James S. Buchanan, a field worker for the WPA, interviewed Mrs. Elinor Boudinot Meigs at Fort Gibson, Oklahoma, March 2–4, 1937.

I was the fourth child of William Penn Boudinot and Caroline Fields Boudinot. Born March 8, 1862 in Illinois District, Cherokee Nation. Father was the son of Elias Boudinot, a full-blood Cherokee and Harriet Gold Boudinot, a white woman. My mother was the daughter of Thomas Fields and Nancy Downing Fields, both Cherokees. She was born in Tennessee, reared in the Cherokee Nation and educated in Dwight Mission.

I remember my mother telling of a peculiar incident that happened during the raid that the Pin Indians made upon our home. She said father had a large amount of gold hid in an old leather satchel hanging on the wall, and during the search they were making of the house, an Indian reached up and taken hold of the old satchel, and just as he did so, his attention was attracted by a beautiful bright colored blanket that hung near[. H]e left the old satchel and took the blanket and a side saddle that was hanging by it and walked out of the house, leaving father’s money as though they were not looking for it.

At the time of the Civil War there yet existed a factional feeling that originated in Georgia between the Ross and Ridge[-]Boudinot factions prior to the moving of the Cherokees from east of the Mississippi River to the Indian Territory, and caused the assassination of my grandfather, Elias Boudinot, Major Ridge and his son John Ridge on June 20, 1839, and as my father was a southern sympathizer the Civil War furnished an opportunity for renewal of persecutions by the opposing faction. For that reason and the safety of the family was the cause of my father leaving the Cherokee Nation during the Civil War.

When he considered it safe for the family he started on the return trip to the old home in the Cherokee Nation. All of our possessions in a wagon drawn by an ox team. We crossed the Canadian River at the old Tom Starr place where my brother Frank Boudinot was born while there in camp August 20, 1866.

I never attended public schools as my early education was attained at home[,] being taught by my mother until I was fourteen years of age.

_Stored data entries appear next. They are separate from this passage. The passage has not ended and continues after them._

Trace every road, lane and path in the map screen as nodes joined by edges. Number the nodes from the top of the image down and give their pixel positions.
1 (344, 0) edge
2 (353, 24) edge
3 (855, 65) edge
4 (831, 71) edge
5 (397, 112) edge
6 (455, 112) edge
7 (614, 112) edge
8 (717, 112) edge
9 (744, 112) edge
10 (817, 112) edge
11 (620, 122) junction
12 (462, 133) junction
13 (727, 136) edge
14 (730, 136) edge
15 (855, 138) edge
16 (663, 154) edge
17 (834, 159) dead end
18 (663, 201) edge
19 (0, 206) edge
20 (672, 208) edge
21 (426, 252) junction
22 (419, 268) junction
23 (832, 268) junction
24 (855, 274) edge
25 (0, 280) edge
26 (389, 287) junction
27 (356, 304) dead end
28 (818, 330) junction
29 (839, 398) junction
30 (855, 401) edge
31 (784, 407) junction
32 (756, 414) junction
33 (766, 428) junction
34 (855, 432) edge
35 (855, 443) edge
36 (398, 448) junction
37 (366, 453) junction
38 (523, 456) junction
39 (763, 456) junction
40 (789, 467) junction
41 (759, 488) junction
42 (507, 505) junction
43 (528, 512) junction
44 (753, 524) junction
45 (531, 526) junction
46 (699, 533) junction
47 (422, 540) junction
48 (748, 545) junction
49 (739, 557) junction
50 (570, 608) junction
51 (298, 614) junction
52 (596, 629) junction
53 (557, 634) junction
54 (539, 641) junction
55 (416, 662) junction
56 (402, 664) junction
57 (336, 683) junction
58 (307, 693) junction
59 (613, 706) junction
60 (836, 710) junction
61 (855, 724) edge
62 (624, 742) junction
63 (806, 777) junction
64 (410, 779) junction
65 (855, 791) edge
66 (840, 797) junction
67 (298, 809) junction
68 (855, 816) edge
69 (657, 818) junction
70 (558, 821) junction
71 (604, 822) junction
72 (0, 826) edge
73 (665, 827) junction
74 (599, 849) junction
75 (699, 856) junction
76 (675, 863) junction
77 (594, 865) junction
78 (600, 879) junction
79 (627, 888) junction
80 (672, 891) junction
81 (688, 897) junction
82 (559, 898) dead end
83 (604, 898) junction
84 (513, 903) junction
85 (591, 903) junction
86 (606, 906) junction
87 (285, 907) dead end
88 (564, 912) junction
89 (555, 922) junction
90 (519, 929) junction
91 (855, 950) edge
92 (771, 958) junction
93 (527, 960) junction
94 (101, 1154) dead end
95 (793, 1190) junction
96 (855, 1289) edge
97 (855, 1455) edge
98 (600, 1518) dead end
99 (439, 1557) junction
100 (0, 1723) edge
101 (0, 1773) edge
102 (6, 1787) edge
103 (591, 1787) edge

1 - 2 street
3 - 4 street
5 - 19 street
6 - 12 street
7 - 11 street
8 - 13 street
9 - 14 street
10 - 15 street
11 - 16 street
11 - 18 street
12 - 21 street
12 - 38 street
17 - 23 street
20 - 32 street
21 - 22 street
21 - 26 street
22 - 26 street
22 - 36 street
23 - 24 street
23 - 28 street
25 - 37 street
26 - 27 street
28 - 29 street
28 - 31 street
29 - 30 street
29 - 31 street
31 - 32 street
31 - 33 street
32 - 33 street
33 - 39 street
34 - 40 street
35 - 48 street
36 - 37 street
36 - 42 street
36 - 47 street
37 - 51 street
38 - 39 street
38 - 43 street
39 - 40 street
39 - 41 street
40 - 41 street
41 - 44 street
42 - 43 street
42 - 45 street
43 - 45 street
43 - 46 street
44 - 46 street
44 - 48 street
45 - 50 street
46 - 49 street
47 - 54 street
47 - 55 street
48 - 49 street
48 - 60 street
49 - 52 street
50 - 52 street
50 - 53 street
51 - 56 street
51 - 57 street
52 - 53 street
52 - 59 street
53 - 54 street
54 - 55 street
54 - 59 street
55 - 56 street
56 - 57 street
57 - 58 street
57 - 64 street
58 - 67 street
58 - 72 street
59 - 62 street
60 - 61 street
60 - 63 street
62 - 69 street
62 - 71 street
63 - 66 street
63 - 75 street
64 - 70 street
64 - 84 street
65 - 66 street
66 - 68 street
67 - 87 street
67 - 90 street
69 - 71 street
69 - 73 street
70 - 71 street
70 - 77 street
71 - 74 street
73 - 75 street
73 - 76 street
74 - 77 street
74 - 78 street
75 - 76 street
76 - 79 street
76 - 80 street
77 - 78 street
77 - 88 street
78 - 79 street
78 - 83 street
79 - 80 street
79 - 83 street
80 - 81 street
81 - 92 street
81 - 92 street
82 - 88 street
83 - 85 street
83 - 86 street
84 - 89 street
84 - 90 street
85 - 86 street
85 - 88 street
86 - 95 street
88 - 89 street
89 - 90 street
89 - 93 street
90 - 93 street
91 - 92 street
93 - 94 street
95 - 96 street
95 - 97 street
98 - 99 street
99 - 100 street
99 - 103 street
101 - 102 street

I was then placed in the Cherokee Female Seminary at Tahlequah, graduating in 1881. I taught in the grade schools and Cherokee schools for about ten years.

I was married to John H. Meigs September 2, 1890 and seven children were born.1

ENDNOTES

1 Elinor Boudinot Meigs, Interview 0000, vol. 62, Fort Gibson, Okla., March 2–4, 1937, 75–77, Indian Pioneer Papers, Western History Collections, University of Oklahoma, Norman, Okla.